Instructions for the task: Where a line below holds the string "Santillana", copy that line.

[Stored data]

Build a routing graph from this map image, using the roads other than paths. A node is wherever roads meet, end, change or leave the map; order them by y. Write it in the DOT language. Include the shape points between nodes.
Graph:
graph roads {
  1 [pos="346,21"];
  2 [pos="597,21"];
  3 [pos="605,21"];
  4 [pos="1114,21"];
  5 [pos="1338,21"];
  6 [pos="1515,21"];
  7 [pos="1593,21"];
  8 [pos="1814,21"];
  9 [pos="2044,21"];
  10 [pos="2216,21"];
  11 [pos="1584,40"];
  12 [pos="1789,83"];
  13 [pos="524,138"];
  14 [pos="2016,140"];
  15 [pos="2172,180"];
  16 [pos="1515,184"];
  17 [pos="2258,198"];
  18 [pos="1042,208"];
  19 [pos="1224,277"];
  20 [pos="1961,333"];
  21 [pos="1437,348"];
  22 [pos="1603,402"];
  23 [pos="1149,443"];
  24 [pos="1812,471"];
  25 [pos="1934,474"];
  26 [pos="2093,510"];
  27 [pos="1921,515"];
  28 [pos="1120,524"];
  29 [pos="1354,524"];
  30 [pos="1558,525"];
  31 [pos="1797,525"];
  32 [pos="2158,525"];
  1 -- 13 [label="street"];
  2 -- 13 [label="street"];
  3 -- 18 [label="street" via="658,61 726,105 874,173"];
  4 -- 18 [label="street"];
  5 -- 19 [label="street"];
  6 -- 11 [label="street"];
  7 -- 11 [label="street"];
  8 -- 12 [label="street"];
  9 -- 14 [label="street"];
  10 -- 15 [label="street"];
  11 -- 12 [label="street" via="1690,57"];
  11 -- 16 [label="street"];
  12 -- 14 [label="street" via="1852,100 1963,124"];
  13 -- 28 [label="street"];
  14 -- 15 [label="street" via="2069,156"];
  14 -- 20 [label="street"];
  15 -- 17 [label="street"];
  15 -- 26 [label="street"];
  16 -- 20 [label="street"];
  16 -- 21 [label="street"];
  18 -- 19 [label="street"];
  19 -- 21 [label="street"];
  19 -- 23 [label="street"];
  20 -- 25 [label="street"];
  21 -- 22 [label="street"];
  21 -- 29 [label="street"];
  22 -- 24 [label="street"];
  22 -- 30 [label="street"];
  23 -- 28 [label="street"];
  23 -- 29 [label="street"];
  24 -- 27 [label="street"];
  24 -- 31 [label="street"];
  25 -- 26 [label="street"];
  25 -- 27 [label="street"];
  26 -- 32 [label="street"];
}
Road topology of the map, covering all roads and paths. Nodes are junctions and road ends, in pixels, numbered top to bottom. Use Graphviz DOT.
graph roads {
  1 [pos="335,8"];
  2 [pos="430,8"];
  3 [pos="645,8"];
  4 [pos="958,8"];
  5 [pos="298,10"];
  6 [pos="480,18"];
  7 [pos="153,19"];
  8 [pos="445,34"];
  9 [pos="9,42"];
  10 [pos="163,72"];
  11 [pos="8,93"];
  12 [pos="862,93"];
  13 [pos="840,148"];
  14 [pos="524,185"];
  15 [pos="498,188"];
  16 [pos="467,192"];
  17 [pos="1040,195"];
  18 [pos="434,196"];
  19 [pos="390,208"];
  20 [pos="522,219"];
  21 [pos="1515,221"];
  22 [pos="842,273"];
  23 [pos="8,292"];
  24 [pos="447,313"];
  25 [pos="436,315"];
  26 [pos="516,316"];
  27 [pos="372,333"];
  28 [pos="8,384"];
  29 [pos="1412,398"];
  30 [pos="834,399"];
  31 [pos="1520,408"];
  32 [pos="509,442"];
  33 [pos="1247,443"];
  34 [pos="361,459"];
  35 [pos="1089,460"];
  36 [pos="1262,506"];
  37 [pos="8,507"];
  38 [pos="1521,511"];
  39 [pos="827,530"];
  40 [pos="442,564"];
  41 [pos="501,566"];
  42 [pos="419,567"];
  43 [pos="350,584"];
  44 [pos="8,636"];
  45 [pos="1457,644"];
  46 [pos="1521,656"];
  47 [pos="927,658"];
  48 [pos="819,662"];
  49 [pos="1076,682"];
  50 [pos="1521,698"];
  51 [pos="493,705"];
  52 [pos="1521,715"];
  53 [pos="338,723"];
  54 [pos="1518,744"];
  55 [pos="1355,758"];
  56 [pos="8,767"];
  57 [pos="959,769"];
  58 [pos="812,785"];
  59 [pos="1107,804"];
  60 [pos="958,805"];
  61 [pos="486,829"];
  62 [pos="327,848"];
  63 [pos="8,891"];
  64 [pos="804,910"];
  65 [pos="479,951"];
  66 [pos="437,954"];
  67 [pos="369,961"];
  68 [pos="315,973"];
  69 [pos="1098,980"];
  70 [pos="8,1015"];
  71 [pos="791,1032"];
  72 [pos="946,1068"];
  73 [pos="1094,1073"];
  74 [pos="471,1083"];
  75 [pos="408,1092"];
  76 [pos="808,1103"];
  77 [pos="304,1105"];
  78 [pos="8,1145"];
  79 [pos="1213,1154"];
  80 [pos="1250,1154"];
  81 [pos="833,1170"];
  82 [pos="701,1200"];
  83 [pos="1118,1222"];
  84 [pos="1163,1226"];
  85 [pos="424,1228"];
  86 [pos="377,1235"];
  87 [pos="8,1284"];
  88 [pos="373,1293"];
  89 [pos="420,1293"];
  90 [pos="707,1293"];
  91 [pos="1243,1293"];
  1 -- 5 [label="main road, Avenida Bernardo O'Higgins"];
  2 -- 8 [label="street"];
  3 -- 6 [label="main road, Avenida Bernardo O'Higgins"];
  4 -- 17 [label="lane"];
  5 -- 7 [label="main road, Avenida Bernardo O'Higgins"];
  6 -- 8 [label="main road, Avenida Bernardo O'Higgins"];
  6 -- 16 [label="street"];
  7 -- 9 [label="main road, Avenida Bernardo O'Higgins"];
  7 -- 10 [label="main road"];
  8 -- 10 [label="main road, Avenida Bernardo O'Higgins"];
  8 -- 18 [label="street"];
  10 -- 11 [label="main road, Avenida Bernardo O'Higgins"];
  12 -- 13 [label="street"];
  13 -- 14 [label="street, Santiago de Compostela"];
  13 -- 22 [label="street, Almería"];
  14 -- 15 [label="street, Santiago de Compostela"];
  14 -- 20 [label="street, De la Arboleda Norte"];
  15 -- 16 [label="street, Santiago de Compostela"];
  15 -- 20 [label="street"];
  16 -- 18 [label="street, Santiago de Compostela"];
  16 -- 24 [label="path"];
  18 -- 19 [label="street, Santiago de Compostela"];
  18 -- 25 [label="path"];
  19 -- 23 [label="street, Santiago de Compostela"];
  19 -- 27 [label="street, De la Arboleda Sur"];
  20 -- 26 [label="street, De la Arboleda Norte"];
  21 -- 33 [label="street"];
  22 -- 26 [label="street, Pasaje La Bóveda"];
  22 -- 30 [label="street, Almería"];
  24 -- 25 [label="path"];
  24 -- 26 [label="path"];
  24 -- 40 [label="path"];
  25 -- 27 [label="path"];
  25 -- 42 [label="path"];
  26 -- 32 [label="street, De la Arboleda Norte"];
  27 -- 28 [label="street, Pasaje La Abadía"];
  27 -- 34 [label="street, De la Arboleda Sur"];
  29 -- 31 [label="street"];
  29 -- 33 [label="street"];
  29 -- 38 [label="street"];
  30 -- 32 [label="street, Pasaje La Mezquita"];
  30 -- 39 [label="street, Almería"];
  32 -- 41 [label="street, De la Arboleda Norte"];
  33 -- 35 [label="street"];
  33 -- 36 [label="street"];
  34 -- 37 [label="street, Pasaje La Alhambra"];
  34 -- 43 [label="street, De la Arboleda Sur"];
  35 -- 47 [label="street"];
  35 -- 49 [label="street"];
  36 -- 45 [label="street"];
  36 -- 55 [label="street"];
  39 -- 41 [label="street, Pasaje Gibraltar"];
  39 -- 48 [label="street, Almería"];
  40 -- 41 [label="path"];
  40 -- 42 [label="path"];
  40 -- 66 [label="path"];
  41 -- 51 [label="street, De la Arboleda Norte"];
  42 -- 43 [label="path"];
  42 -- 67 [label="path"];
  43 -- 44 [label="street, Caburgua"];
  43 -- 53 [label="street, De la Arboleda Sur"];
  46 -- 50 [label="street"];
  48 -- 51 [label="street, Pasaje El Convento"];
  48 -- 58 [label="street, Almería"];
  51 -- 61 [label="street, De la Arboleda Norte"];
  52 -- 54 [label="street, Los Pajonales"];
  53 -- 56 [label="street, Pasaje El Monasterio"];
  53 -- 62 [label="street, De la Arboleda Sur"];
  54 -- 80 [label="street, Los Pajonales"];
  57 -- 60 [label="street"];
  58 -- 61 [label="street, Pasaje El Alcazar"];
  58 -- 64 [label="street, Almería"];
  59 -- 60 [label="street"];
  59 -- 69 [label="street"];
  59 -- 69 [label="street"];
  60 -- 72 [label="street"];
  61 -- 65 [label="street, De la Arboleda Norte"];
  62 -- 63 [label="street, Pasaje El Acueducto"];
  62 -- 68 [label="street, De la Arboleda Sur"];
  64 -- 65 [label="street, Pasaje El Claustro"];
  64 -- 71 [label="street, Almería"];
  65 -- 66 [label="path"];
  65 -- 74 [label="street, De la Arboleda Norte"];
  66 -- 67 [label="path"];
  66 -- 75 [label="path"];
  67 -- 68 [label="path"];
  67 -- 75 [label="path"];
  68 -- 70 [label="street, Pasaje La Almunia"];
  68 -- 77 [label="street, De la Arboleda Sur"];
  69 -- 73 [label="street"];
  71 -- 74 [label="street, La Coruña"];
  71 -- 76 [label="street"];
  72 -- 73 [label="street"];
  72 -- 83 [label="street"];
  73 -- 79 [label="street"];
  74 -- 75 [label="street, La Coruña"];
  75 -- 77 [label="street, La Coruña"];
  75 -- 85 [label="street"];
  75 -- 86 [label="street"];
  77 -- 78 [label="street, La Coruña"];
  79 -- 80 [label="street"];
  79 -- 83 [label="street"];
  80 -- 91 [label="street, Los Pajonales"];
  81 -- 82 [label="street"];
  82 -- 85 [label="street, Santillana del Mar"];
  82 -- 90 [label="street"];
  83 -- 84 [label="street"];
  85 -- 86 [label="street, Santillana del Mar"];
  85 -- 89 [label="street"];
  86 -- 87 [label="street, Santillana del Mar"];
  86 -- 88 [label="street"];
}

Written response:
  82 -- 85 [label="street, Santillana del Mar"];
  85 -- 86 [label="street, Santillana del Mar"];
  86 -- 87 [label="street, Santillana del Mar"];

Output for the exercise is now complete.